As the village grew, one of the businessmen, Alpheous Pipes, decided to build a hotel to accommodate the quarry workers. The two-story hotel became a reality in 1891 when it was completed. Although the outside was plain, the inside had many amenities, typical of many hotels of that era. Pipes turned to Alonso Lorenzo Gano (Ren) and his wife, Lillian, to run it and the livery stable that was part of the business.

Gano was known for his drinking habits and on many occasions had beaten and choked his wife, with his young son and daughter witnessing, according to “old” newspaper accounts. One evening Ren returned from a dance in Westfield, stopping in Ashley at the distillery where he picked up a jug.

Upon his arrival at the hotel, he could not find his wife in their downstairs bedroom so went upstairs to find her. The door to that room was locked so he broke into it and found Lillian, whom he tried to choke. When she broke away and ran downstairs he followed and grabbed a shotgun from the office, shooting her in the left side of the chest. The doctor was called, but he could not save her. She died at 9:30 am.

Reno was arrested, taken to Mount Gilead jail,arraigned and held there. Following a botched attempt at escape, his trial was held the following March. Many witnesses testified to his being a scoundrel but his family, which had a background as pioneers and well respected came daily, bringing his two children.

He was found guilty and sentencing was scheduled for the next day. When court convened, word was sent that the prisoner was near death. He did expire, saving his family the shame of having a convicted killer in the family.

It was thought that his sister, who had brought him flowers the night before had tucked a bottle of poison in the flowers. There was a note on brown paper that was thought to be instructions on how to take the poison.

The hotel was later split, with the back part rebuilt to fit neatly in the hole across the street where the stately home of Mr Pipes had sat until it burned to the ground. The front part became a residence at 103 E. Main St., standing on the original site of the Hotel Fulton.

The one time residents of that property, now vacant, said the part they lived in was the part in which Lillian Gano died, but “they did not believe in ghosts,” and never saw a sign of her.

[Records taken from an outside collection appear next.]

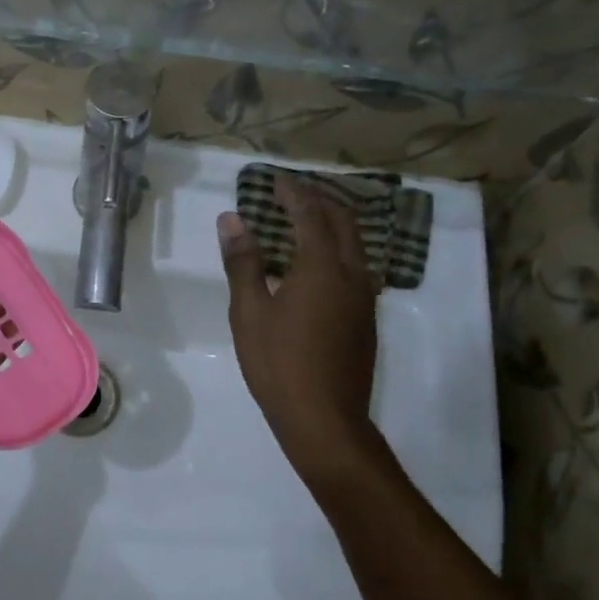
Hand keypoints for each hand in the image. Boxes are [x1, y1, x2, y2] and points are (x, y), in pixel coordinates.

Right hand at [217, 174, 385, 483]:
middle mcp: (352, 274)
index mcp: (322, 267)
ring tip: (307, 220)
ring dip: (334, 224)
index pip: (310, 214)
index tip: (276, 179)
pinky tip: (319, 265)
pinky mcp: (366, 319)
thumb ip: (243, 262)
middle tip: (293, 193)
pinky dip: (339, 250)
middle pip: (343, 222)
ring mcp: (364, 298)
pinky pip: (357, 267)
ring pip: (356, 245)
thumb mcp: (250, 311)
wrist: (325, 419)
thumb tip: (232, 218)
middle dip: (320, 200)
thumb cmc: (278, 363)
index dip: (293, 193)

As part of this story I learned that hangings were carried out in the county in which the criminal had been found guilty until the mid 1880’s when Allen Levering, Mount Gilead’s representative to the Ohio House, introduced a bill, subsequently approved, that declared executions were the responsibility of the state and should be carried out at the State Penitentiary. Ironically the first such execution at that site was that of a Morrow County man, Valentine Wagner.

Active in the Mount Gilead community, Levering was chairman of the Mount Gilead Building and Loan Company and Levering Hall was named in his honor. He had also owned a Dry Goods Store in downtown Mount Gilead in the 1870s.

I will have more on the history of Fulton in later columns.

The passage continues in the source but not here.